Alternatives/Comparisons (minimum 2):
- Direct Permission Grant (simple but risky): Granting agents broad permissions is fast but increases incident radius.
- Proxy/Sandbox (recommended): Next.js server controls policies and tokens; agents only call restricted tools.
- Fully Manual (humans execute everything): Stable but difficult to leverage agent advantages.
3) Include "Logging (Checkpoints)" as Product Spec
Agent-created changes need more than diffs:
- Why it was done (intent)
- What constraints were followed (policy)
- What was tried and why it was abandoned (alternative comparison)
- What verification passed (evidence)
This information must attach to commits/PRs for organization-level operations.
Implementation (Code)
The example below shows the basic pattern of wrapping agent calls as "task API" in Next.js, consolidating permissions/logging/verification into one path.
1. Fix Task Spec First
// lib/task.ts
export type AgentTask = {
id: string;
goal: string;
constraints: string[];
successCriteria: string[];
toolsAllowed: ("git" | "fs" | "http" | "ci")[];
};→ Expected outcome/What changed: Agent execution is managed as product spec objects rather than prompts, making it easier to automate policy/verification.
2. Control Permissions in Route Handler During Execution
// app/api/agent/tasks/route.ts
import { NextResponse } from "next/server";
import type { AgentTask } from "@/lib/task";
export async function POST(req: Request) {
const task = (await req.json()) as AgentTask;
if (!task?.goal || !Array.isArray(task?.constraints)) {
return NextResponse.json({ ok: false, error: "invalid_task" }, { status: 400 });
}
// TODO:
// - Requester authentication/authorization
// - Token/permission reduction based on toolsAllowed
// - Execution (agent/model call) with cost limits
// - Save results as PR/artifacts
// - Record checkpoints/logs
return NextResponse.json({ ok: true, taskId: task.id });
}→ Expected outcome/What changed: Clients don't directly handle model keys; server controls policies and execution for revocable operations. (Next.js Docs)
3. Leave Checkpoints (Summaries) Together
// lib/checkpoint.ts
export type Checkpoint = {
taskId: string;
intent: string;
decisions: { choice: string; reason: string }[];
verification: string[];
artifacts: { type: "pr" | "doc" | "report"; ref: string }[];
};→ Expected outcome/What changed: "What the agent did" is recorded as reviewable summary data rather than conversation logs.
Verification Method (Checklist)
Common Mistakes/FAQ
Q1. For agents, isn't just adding 'tool calls' enough?
Tool calls are the starting point; what matters in products is task definition·permissions·verification·logging.

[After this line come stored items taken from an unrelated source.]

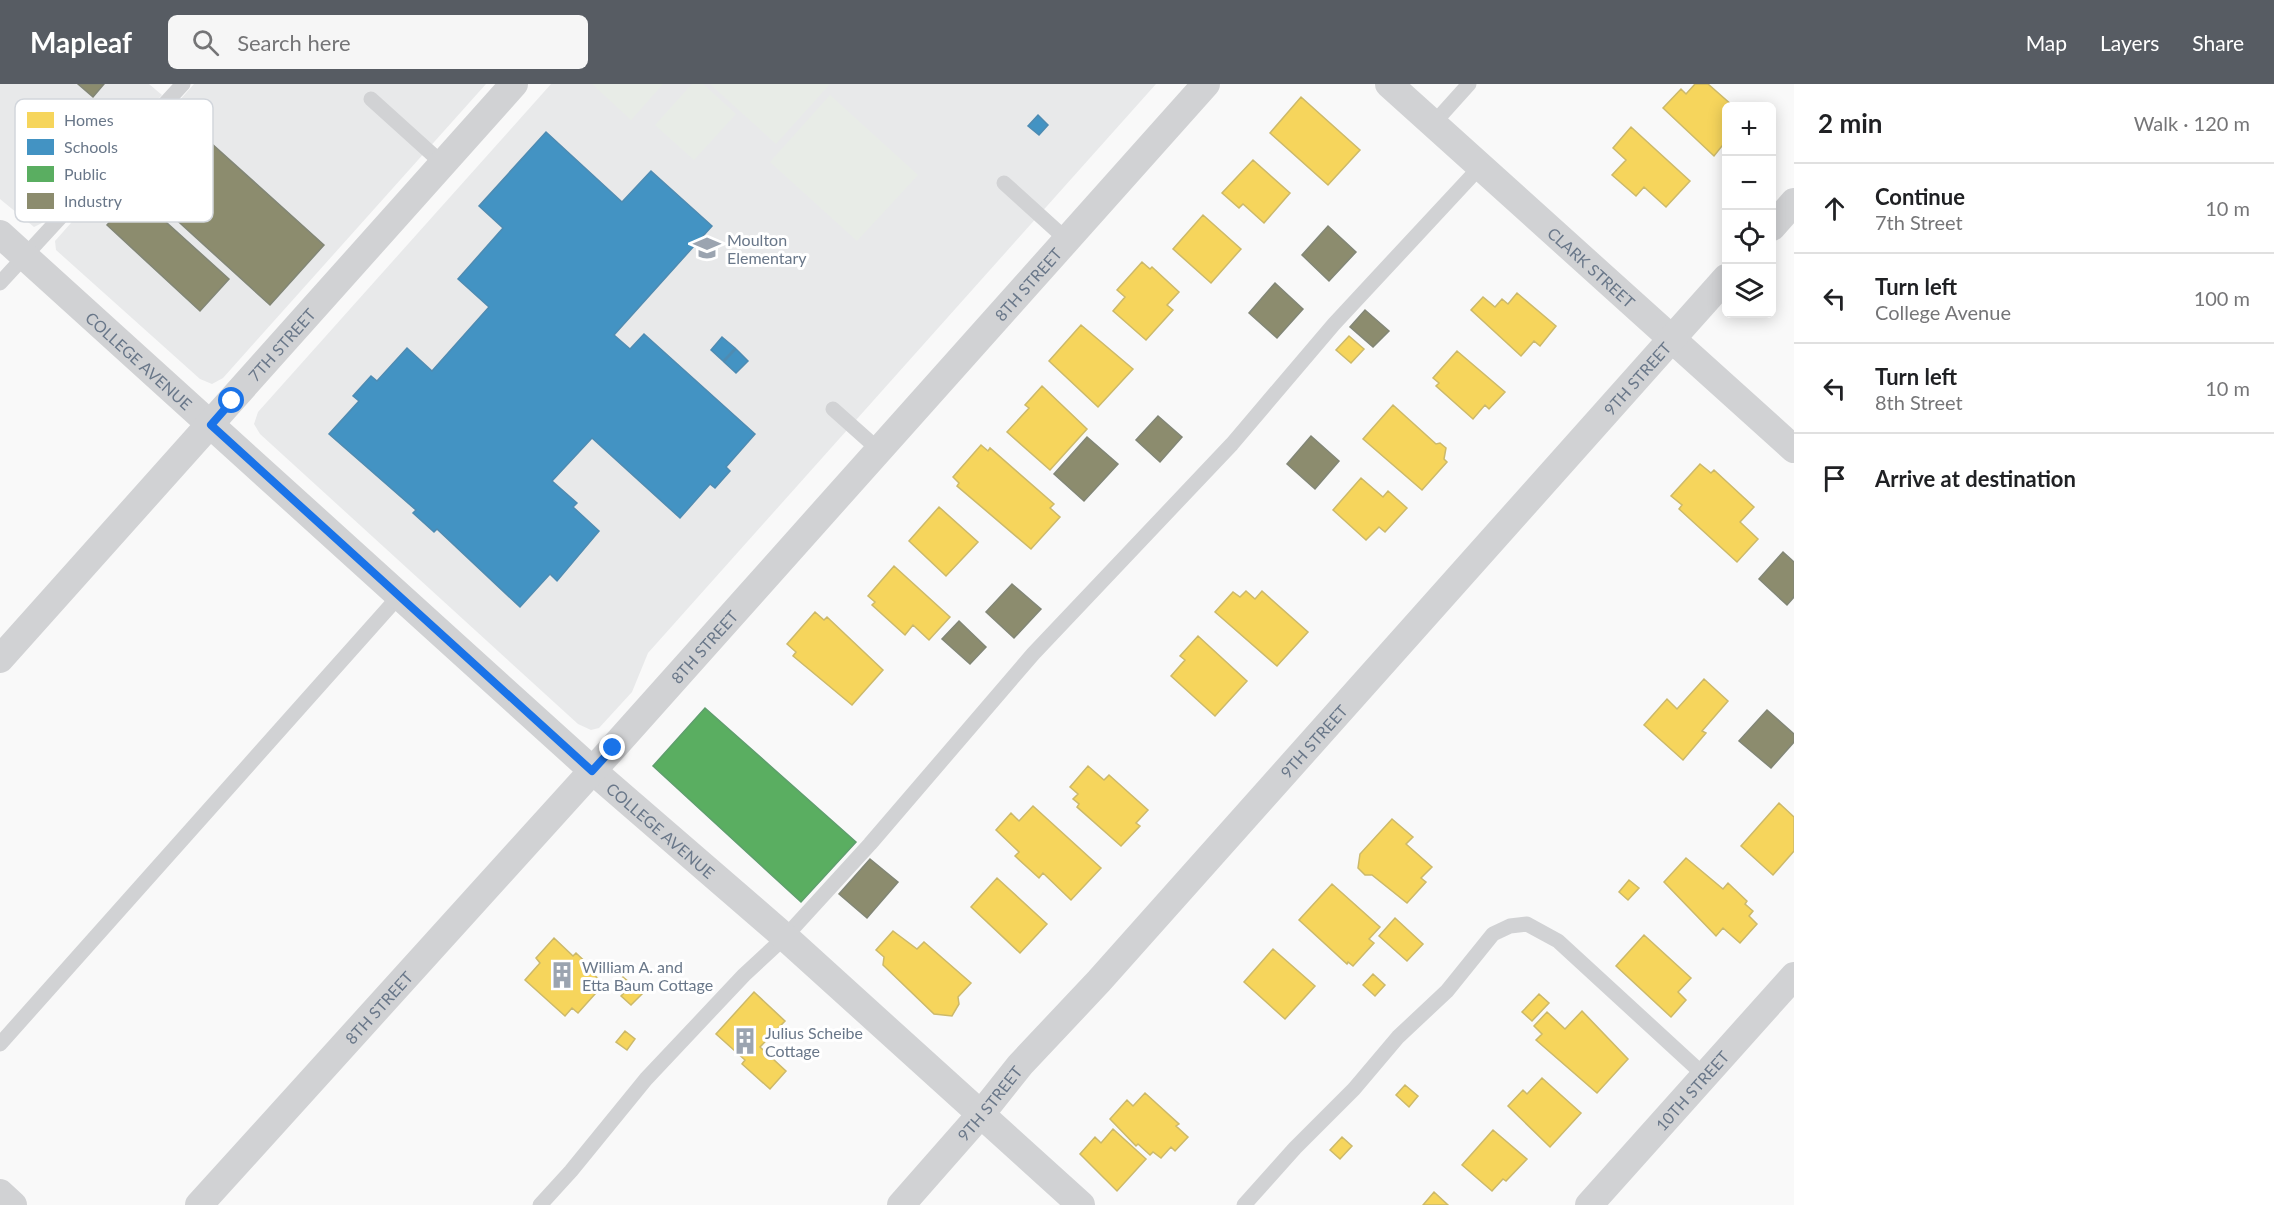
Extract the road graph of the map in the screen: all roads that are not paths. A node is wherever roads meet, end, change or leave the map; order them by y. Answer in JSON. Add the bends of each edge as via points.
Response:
{"nodes":[{"id":1,"x":183,"y":84,"type":"edge"},
{"id":2,"x":514,"y":84,"type":"edge"},
{"id":3,"x":1206,"y":84,"type":"edge"},
{"id":4,"x":1389,"y":84,"type":"edge"},
{"id":5,"x":1469,"y":84,"type":"edge"},
{"id":6,"x":169,"y":99,"type":"edge"},
{"id":7,"x":371,"y":99,"type":"dead end"},
{"id":8,"x":1433,"y":124,"type":"junction"},
{"id":9,"x":443,"y":164,"type":"junction"},
{"id":10,"x":1480,"y":167,"type":"junction"},
{"id":11,"x":1004,"y":183,"type":"dead end"},
{"id":12,"x":1794,"y":202,"type":"edge"},
{"id":13,"x":56,"y":222,"type":"edge"},
{"id":14,"x":1776,"y":222,"type":"edge"},
{"id":15,"x":0,"y":234,"type":"edge"},
{"id":16,"x":1067,"y":240,"type":"junction"},
{"id":17,"x":23,"y":256,"type":"junction"},
{"id":18,"x":0,"y":282,"type":"edge"},
{"id":19,"x":1722,"y":283,"type":"edge"},
{"id":20,"x":1672,"y":339,"type":"junction"},
{"id":21,"x":833,"y":409,"type":"dead end"},
{"id":22,"x":211,"y":425,"type":"junction"},
{"id":23,"x":879,"y":450,"type":"junction"},
{"id":24,"x":1794,"y":450,"type":"edge"},
{"id":25,"x":400,"y":595,"type":"junction"},
{"id":26,"x":0,"y":659,"type":"edge"},
{"id":27,"x":592,"y":771,"type":"junction"},
{"id":28,"x":785,"y":936,"type":"junction"},
{"id":29,"x":1794,"y":976,"type":"edge"},
{"id":30,"x":0,"y":1044,"type":"edge"},
{"id":31,"x":1705,"y":1076,"type":"junction"},
{"id":32,"x":981,"y":1114,"type":"junction"},
{"id":33,"x":0,"y":1193,"type":"edge"},
{"id":34,"x":13,"y":1205,"type":"edge"},
{"id":35,"x":199,"y":1205,"type":"edge"},
{"id":36,"x":540,"y":1205,"type":"edge"},
{"id":37,"x":901,"y":1205,"type":"edge"},
{"id":38,"x":1081,"y":1205,"type":"edge"},
{"id":39,"x":1244,"y":1205,"type":"edge"},
{"id":40,"x":1589,"y":1205,"type":"edge"}],
"edges":[{"from":1,"to":6,"type":"lane"},
{"from":2,"to":9,"type":"street","name":"7TH STREET"},
{"from":3,"to":16,"type":"street","name":"8TH STREET"},
{"from":4,"to":8,"type":"street","name":"CLARK STREET"},
{"from":5,"to":8,"type":"lane"},
{"from":7,"to":9,"type":"lane"},
{"from":8,"to":10,"type":"street","name":"CLARK STREET"},
{"from":9,"to":22,"type":"street","name":"7TH STREET"},
{"from":10,"to":20,"type":"street","name":"CLARK STREET"},
{"from":10,"to":28,"type":"lane","via":[[1334,324],[1232,444],[1033,654],[870,844]]},
{"from":11,"to":16,"type":"lane"},
{"from":12,"to":14,"type":"street"},
{"from":13,"to":17,"type":"lane"},
{"from":15,"to":17,"type":"street","name":"COLLEGE AVENUE"},
{"from":16,"to":23,"type":"street","name":"8TH STREET"},
{"from":17,"to":18,"type":"lane"},
{"from":17,"to":22,"type":"street","name":"COLLEGE AVENUE"},
{"from":19,"to":20,"type":"street","name":"9TH STREET"},
{"from":20,"to":24,"type":"street","name":"CLARK STREET"},
{"from":20,"to":32,"type":"street","name":"9TH STREET","via":[[1107,973],[1020,1065]]},
{"from":21,"to":23,"type":"lane"},
{"from":22,"to":25,"type":"street","name":"COLLEGE AVENUE"},
{"from":22,"to":26,"type":"street","name":"7TH STREET"},
{"from":23,"to":27,"type":"street","name":"8TH STREET"},
{"from":25,"to":27,"type":"street","name":"COLLEGE AVENUE"},
{"from":25,"to":30,"type":"lane"},
{"from":27,"to":28,"type":"street","name":"COLLEGE AVENUE"},
{"from":27,"to":35,"type":"street","name":"8TH STREET"},
{"from":28,"to":32,"type":"street","name":"COLLEGE AVENUE"},
{"from":28,"to":36,"type":"lane","via":[[646,1079]]},
{"from":29,"to":31,"type":"street","name":"10TH STREET"},
{"from":31,"to":39,"type":"lane","via":[[1558,941],[1527,924],[1510,926],[1493,934],[1447,991],[1398,1037]]},
{"from":31,"to":40,"type":"street","name":"10TH STREET"},
{"from":32,"to":37,"type":"street","name":"9TH STREET"},
{"from":32,"to":38,"type":"street","name":"COLLEGE AVENUE"},
{"from":33,"to":34,"type":"street"}]}
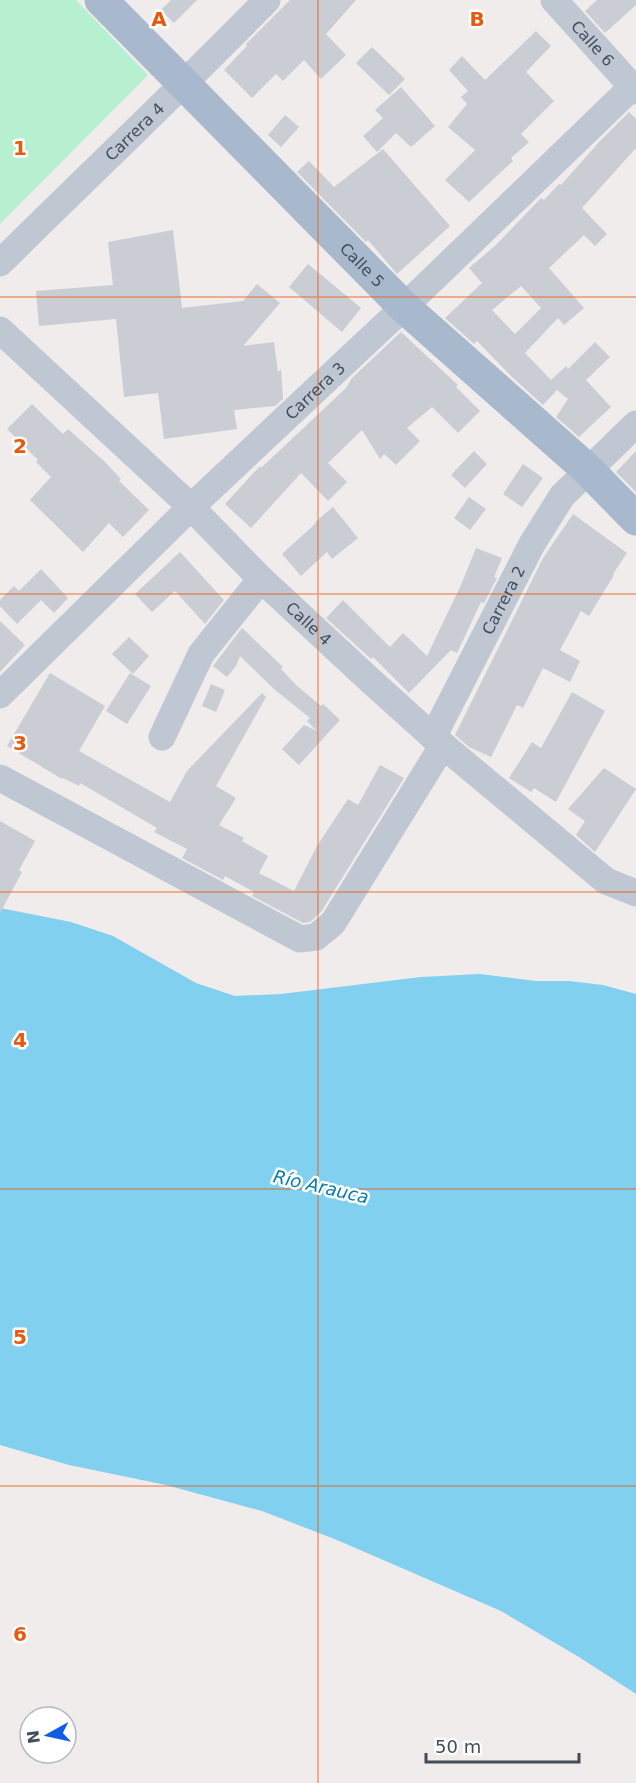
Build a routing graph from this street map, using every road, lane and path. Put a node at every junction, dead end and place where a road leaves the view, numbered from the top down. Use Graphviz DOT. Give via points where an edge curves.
graph roads {
  1 [pos="101,0"];
  2 [pos="267,0"];
  3 [pos="557,1"];
  4 [pos="184,85"];
  5 [pos="634,89"];
  6 [pos="0,263"];
  7 [pos="404,307"];
  8 [pos="0,330"];
  9 [pos="636,424"];
  10 [pos="588,470"];
  11 [pos="191,507"];
  12 [pos="636,519"];
  13 [pos="261,579"];
  14 [pos="0,695"];
  15 [pos="162,737"];
  16 [pos="438,741"];
  17 [pos="0,778"];
  18 [pos="636,893"];
  1 -- 4 [label="main road, Calle 5"];
  2 -- 4 [label="street, Carrera 4"];
  3 -- 5 [label="street, Calle 6"];
  4 -- 6 [label="street, Carrera 4"];
  4 -- 7 [label="main road, Calle 5"];
  5 -- 7 [label="street, Carrera 3"];
  7 -- 10 [label="main road, Calle 5"];
  7 -- 11 [label="street, Carrera 3"];
  8 -- 11 [label="street, Calle 4"];
  9 -- 10 [label="street, Carrera 2"];
  10 -- 12 [label="main road, Calle 5"];
  10 -- 16 [label="street, Carrera 2" via="562,496 532,544"];
  11 -- 13 [label="street, Calle 4"];
  11 -- 14 [label="street, Carrera 3"];
  13 -- 15 [label="street" via="201,654"];
  13 -- 16 [label="street, Calle 4"];
  16 -- 17 [label="street, Carrera 2" via="333,923 316,937 300,939"];
  16 -- 18 [label="street, Calle 4" via="606,881"];
}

Without these four, faster building leads to faster breaking.
Q2. Won't better models eliminate the need for these workflows?
Even with better models, organizations demand "audit·approval·accountability." In code change and deployment flows, verification and logging are hard to eliminate.
Q3. Why should frontend teams care about such structures?
If agents change repositories/PR/deployments, frontend is no exception. Especially in Next.js apps, server/client boundaries make permission control a design point. (React Docs, Next.js Docs)
Summary
- The core of the agent era is "workflows that complete work," not "answers."
- When signals emerge simultaneously from infrastructure·tools·enterprise adoption, product design must realign to task units.
- In Next.js, consolidating execution/permissions/logging into Route Handlers favors revocable operations.
- Leaving checkpoints (intent·decisions·verification) speeds up reviews and handoffs.
Conclusion
Keeping AI as an "assistant" traps products in chat.
To use AI as a "working agent," you must first fix task units and permissions·verification·logging. The 'dominance signals' mentioned in the article appear not in model names, but in this operations layer.